I think the difference between “FDT” and “CDT”[1] in these scenarios can be framed as a difference in preferences. “FDT” values all copies of itself equally; “CDT” has indexical values, only caring about the version of itself that it actually finds itself as. As such the debate over which is more “rational” mostly comes down to a semantic dispute.
(Will be using “UDT” below but I think the same issue applies to all subsequent variants such as FDT that kept the “updateless” feature.)
I think this is a fair point. It’s not the only difference between CDT and UDT but does seem to account for why many people find UDT counterintuitive. I made a similar point in this comment. I do disagree with “As such the debate over which is more “rational” mostly comes down to a semantic dispute.” though. There are definitely some substantial issues here.
(A nit first: it’s not that UDT must value all copies of oneself equally but it is incompatible with indexical values. You can have a UDT utility function that values different copies differently, it just has to be fixed for all time instead of changing based on what you observe.)
I think humans do seem to have indexical values, but what to do about it is a big open problem in decision theory. “Just use CDT” is unsatisfactory because as soon as someone could self-modify, they would have incentive to modify themselves to no longer use CDT (and no longer have indexical values). I’m not sure what further implications that has though. (See above linked post where I talked about this puzzle in a bit more detail.)
I’m surprised Wei Dai thinks this is a fair point. I disagree entirely with it: FDT is a decision theory and doesn’t in and of itself value anything. The values need to be given by a utility function.
Consider the Psychological Twin Prisoner’s Dilemma. Given the utility function used there, the agent doesn’t value the twin at all: the agent just wants to go home free as soon as possible. FDT doesn’t change this: it just recognizes that the twin makes the same decision the agent does, which has bearing on the prison time the agent gets.
FDT is a decision theory and doesn’t in and of itself value anything. The values need to be given by a utility function.
I explicitly said that this difference in values is meant to reproduce the way that FDT/CDT are usually argued to act in these sorts of scenarios, but is actually orthogonal to decision theory per se.
Psychological Twin Prisoner’s Dilemma
This scenario is a stronger one for the decision theory FDT. But that’s not the sort of scenario I was referring to: the argument in my comment applies to scenarios where one of the copies makes itself worse off to benefit the others, like the Bomb or transparent Newcomb. These were the main topic of discussion of the post, and I still think it’s accurate to say that the difference in intuitions between CDTists/FDTists here comes down to a values/semantic dispute.

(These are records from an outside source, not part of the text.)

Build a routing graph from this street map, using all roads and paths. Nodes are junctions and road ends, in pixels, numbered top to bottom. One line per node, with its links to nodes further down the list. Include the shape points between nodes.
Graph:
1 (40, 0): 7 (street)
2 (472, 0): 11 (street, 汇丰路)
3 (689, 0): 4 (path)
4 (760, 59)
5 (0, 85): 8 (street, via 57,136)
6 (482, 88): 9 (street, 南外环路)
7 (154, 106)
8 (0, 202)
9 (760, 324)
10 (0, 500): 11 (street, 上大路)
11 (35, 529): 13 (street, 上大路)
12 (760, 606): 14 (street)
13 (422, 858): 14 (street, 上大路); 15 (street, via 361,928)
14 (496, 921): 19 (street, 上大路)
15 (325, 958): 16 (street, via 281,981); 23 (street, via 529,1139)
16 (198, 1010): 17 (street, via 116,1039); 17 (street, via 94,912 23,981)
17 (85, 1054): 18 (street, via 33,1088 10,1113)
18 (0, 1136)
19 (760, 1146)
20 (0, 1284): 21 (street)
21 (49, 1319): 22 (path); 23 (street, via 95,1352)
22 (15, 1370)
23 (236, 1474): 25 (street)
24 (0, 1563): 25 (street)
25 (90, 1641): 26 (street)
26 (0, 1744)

I think the difference between “FDT” and “CDT”[1] in these scenarios can be framed as a difference in preferences. “FDT” values all copies of itself equally; “CDT” has indexical values, only caring about the version of itself that it actually finds itself as. As such the debate over which is more “rational” mostly comes down to a semantic dispute.

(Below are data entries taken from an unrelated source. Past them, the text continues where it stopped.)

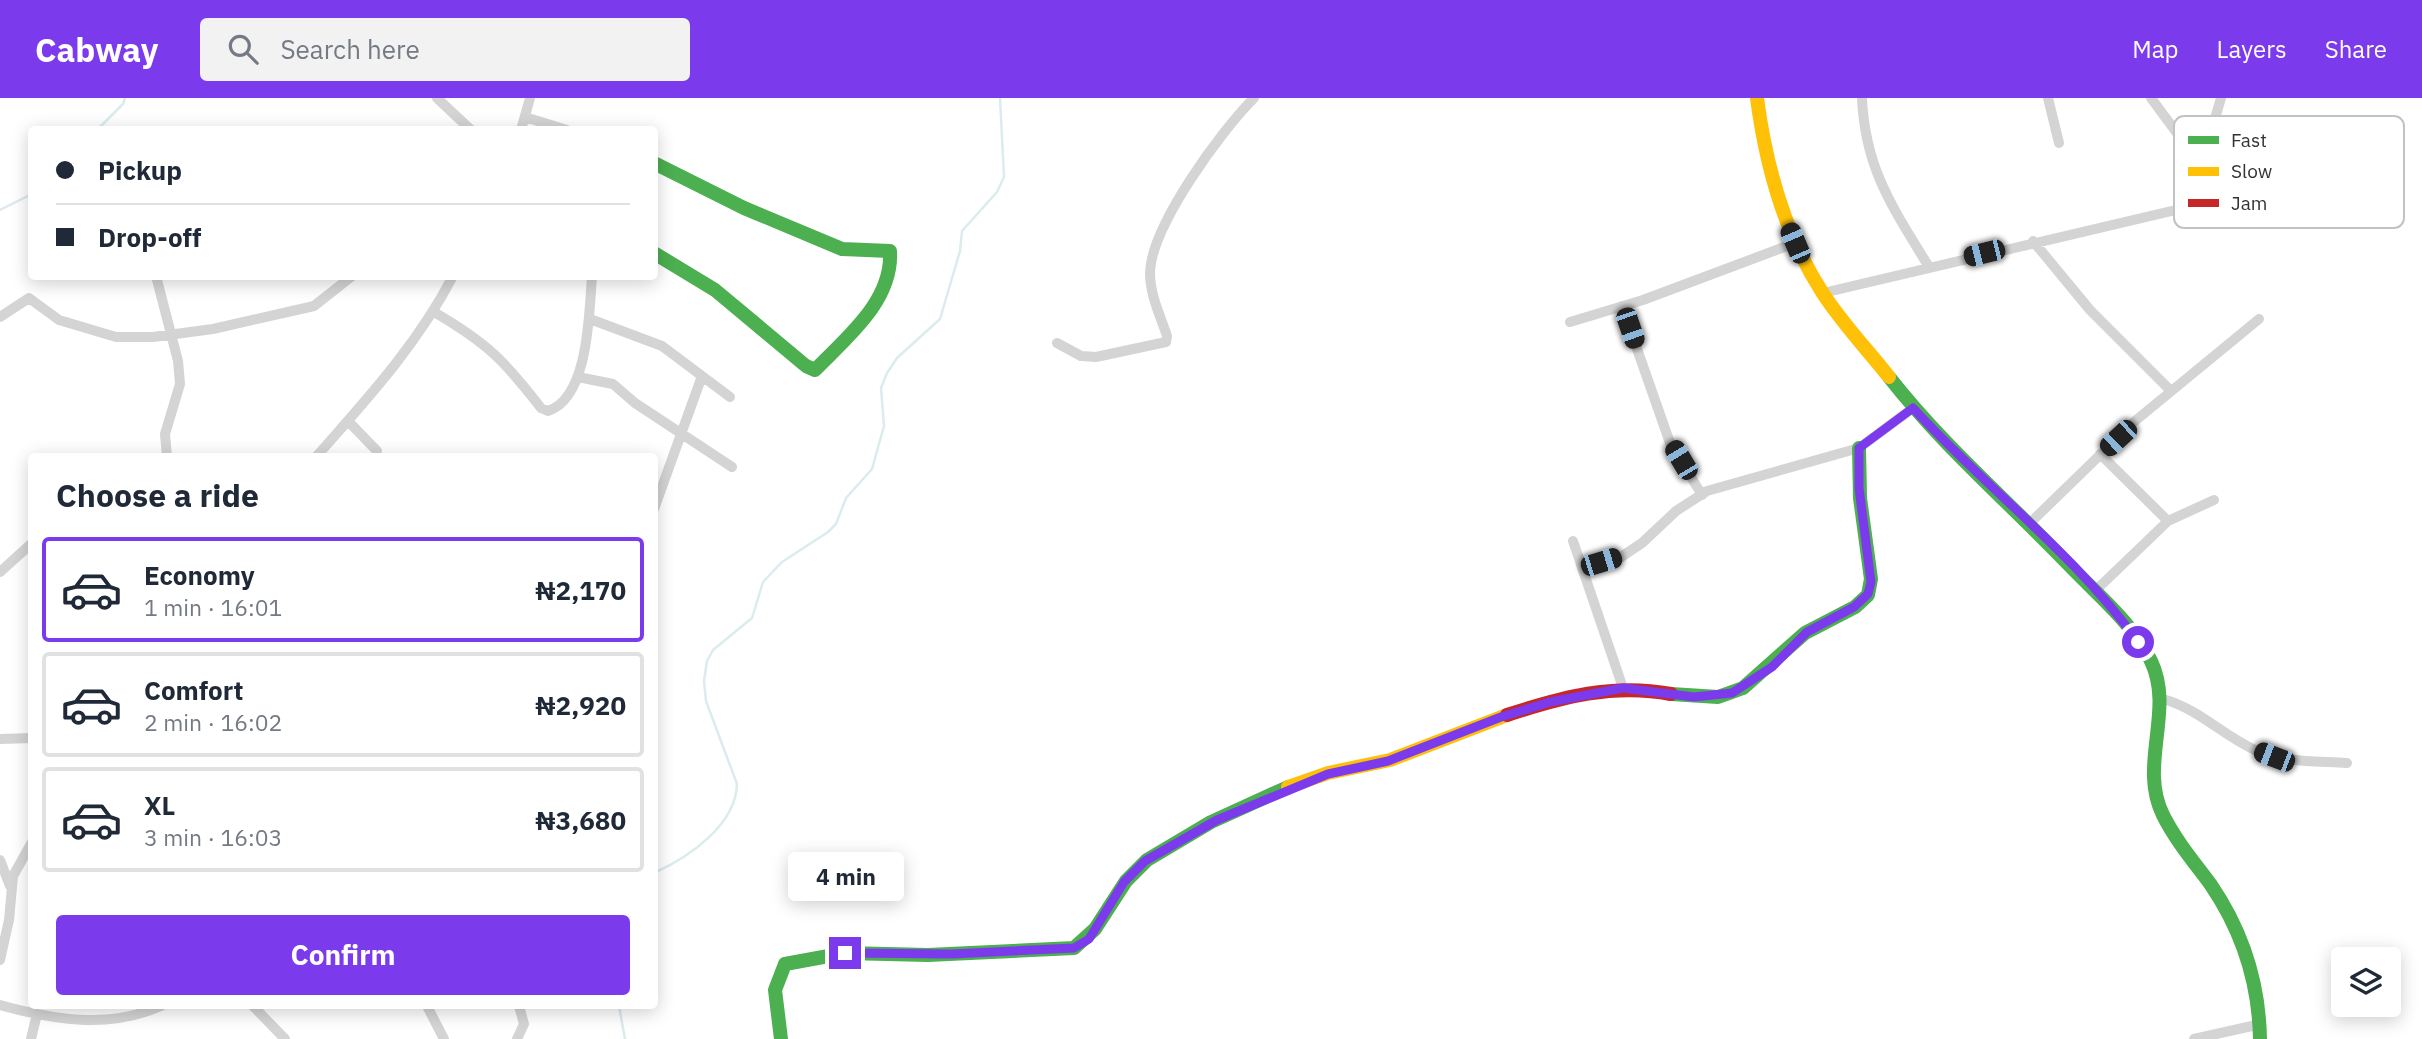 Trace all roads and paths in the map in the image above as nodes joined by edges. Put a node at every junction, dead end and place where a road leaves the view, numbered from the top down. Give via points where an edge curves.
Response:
1 (437, 98) edge
2 (530, 98) edge
3 (1254, 98) edge
4 (1757, 98) edge
5 (1862, 98) edge
6 (2048, 98) edge
7 (2151, 98) edge
8 (2221, 98) edge
9 (2216, 116) edge
10 (525, 117) junction
11 (467, 126) edge
12 (522, 126) edge
13 (554, 126) edge
14 (2174, 129) edge
15 (2059, 143) dead end
16 (658, 165) edge
17 (2174, 209) edge
18 (2033, 241) junction
19 (1795, 243) junction
20 (658, 255) edge
21 (1929, 267) junction
22 (157, 280) edge
23 (347, 280) edge
24 (451, 280) edge
25 (592, 280) edge
26 (1823, 293) junction
27 (1622, 306) junction
28 (434, 313) junction
29 (0, 317) edge
30 (590, 319) junction
31 (2259, 319) dead end
32 (1570, 322) dead end
33 (172, 334) junction
34 (1057, 343) dead end
35 (702, 376) junction
36 (578, 377) junction
37 (2171, 391) junction
38 (730, 397) dead end
39 (1913, 408) junction
40 (348, 421) junction
41 (682, 434) junction
42 (1859, 448) junction
43 (377, 451) dead end
44 (167, 453) edge
45 (320, 453) edge
46 (2100, 454) junction
47 (732, 467) dead end
48 (1702, 495) junction
49 (658, 498) edge
50 (2214, 500) dead end
51 (2168, 521) junction
52 (2030, 523) junction
53 (1573, 541) dead end
54 (28, 547) edge
55 (1582, 568) junction
56 (0, 572) edge
57 (2094, 592) junction
58 (1623, 688) junction
59 (2163, 699) junction
60 (28, 738) edge
61 (0, 739) edge
62 (2347, 763) dead end
63 (28, 848) edge
64 (0, 860) edge
65 (10, 887) junction
66 (0, 960) edge
67 (0, 1005) edge
68 (154, 1009) edge
69 (256, 1009) edge
70 (429, 1009) edge
71 (520, 1009) edge
72 (37, 1014) junction
73 (2260, 1024) junction
74 (31, 1039) edge
75 (285, 1039) edge
76 (444, 1039) edge
77 (517, 1039) edge
78 (780, 1039) edge
79 (2194, 1039) edge
80 (2260, 1039) edge

1 - 11 street
2 - 10 street
3 - 34 street via 1174,207 1155,249 1151,289 1166,342 1096,358 1081,356
4 - 19 street via 1762,145
5 - 21 street via 1882,192
6 - 15 street
7 - 14 street
8 - 9 street
10 - 12 street
10 - 13 street
16 - 20 street via 842,249 890,251 891,270 866,316 815,370 715,290
17 - 18 street
18 - 21 street
18 - 37 street via 2090,310
19 - 26 street
19 - 27 street
21 - 26 street
22 - 33 street
23 - 33 street via 314,306
24 - 28 street
25 - 30 street
26 - 39 street
27 - 32 street
27 - 48 street via 1670,443
28 - 36 street via 496,354 541,408 556,409
28 - 40 street via 397,366
29 - 33 street via 30,298 59,320 116,337
30 - 35 street via 662,346
30 - 36 street
31 - 37 street
33 - 44 street via 180,384 165,434
35 - 38 street
35 - 41 street
36 - 41 street via 613,384
37 - 46 street
39 - 42 street
39 - 52 street
40 - 43 street
40 - 45 street
41 - 47 street
41 - 49 street
42 - 48 street
42 - 58 street via 1858,479 1871,582 1868,594 1854,607 1807,632 1772,667 1732,693 1694,697
46 - 51 street
46 - 52 street
48 - 55 street via 1621,556
50 - 51 street
51 - 57 street
52 - 57 street
53 - 55 street
54 - 56 street
55 - 58 street
57 - 59 street via 2149,658
58 - 78 street via 1501,717 1388,761 1328,774 1217,820 1145,861 1124,882 1089,939 1074,948 928,955 845,953 785,964 774,985
59 - 62 street via 2184,705 2252,749 2274,757
59 - 73 street via 2151,765 2153,788 2173,834 2210,884 2245,945
60 - 61 street
63 - 65 street
64 - 65 street
65 - 66 street
67 - 72 street
68 - 72 street via 106,1021
69 - 75 street
70 - 76 street
71 - 77 street via 524,1024
72 - 74 street
73 - 79 street
73 - 80 street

quotation marks because this difference in preferences is really orthogonal to CDT/FDT but it reproduces the way they are usually argued to act.
(Will be using “UDT” below but I think the same issue applies to all subsequent variants such as FDT that kept the “updateless” feature.)

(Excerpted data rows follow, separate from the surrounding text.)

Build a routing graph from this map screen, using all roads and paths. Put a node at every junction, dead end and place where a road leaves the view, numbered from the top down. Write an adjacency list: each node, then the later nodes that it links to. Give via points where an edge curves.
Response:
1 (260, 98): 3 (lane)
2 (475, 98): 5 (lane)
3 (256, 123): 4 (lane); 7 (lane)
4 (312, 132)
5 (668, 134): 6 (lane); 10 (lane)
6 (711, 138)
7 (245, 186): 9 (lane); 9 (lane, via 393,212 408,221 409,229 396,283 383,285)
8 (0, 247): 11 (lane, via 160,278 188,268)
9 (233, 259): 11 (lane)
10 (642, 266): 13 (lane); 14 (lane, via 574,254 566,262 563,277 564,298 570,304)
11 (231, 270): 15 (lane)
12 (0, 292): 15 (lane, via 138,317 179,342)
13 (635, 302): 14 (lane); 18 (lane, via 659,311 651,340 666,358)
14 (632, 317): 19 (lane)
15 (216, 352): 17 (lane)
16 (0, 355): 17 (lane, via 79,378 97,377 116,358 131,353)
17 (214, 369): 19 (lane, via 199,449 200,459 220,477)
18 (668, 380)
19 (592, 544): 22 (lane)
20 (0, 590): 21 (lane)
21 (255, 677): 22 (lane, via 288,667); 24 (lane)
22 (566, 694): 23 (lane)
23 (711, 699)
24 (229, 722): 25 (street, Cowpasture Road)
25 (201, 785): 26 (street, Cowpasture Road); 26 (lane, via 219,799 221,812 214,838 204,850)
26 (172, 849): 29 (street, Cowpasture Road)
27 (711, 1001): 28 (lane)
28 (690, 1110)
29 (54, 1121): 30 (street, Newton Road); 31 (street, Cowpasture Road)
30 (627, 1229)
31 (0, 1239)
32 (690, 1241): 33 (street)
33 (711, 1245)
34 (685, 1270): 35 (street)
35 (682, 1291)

I think this is a fair point. It’s not the only difference between CDT and UDT but does seem to account for why many people find UDT counterintuitive. I made a similar point in this comment. I do disagree with “As such the debate over which is more “rational” mostly comes down to a semantic dispute.” though. There are definitely some substantial issues here.
(A nit first: it’s not that UDT must value all copies of oneself equally but it is incompatible with indexical values. You can have a UDT utility function that values different copies differently, it just has to be fixed for all time instead of changing based on what you observe.)
I think humans do seem to have indexical values, but what to do about it is a big open problem in decision theory. “Just use CDT” is unsatisfactory because as soon as someone could self-modify, they would have incentive to modify themselves to no longer use CDT (and no longer have indexical values). I’m not sure what further implications that has though. (See above linked post where I talked about this puzzle in a bit more detail.)
I’m surprised Wei Dai thinks this is a fair point. I disagree entirely with it: FDT is a decision theory and doesn’t in and of itself value anything. The values need to be given by a utility function.
Consider the Psychological Twin Prisoner’s Dilemma. Given the utility function used there, the agent doesn’t value the twin at all: the agent just wants to go home free as soon as possible. FDT doesn’t change this: it just recognizes that the twin makes the same decision the agent does, which has bearing on the prison time the agent gets.
I explicitly said that this difference in values is meant to reproduce the way that FDT/CDT are usually argued to act in these sorts of scenarios, but is actually orthogonal to decision theory per se.
This scenario is a stronger one for the decision theory FDT. But that’s not the sort of scenario I was referring to: the argument in my comment applies to scenarios where one of the copies makes itself worse off to benefit the others, like the Bomb or transparent Newcomb. These were the main topic of discussion of the post, and I still think it’s accurate to say that the difference in intuitions between CDTists/FDTists here comes down to a values/semantic dispute.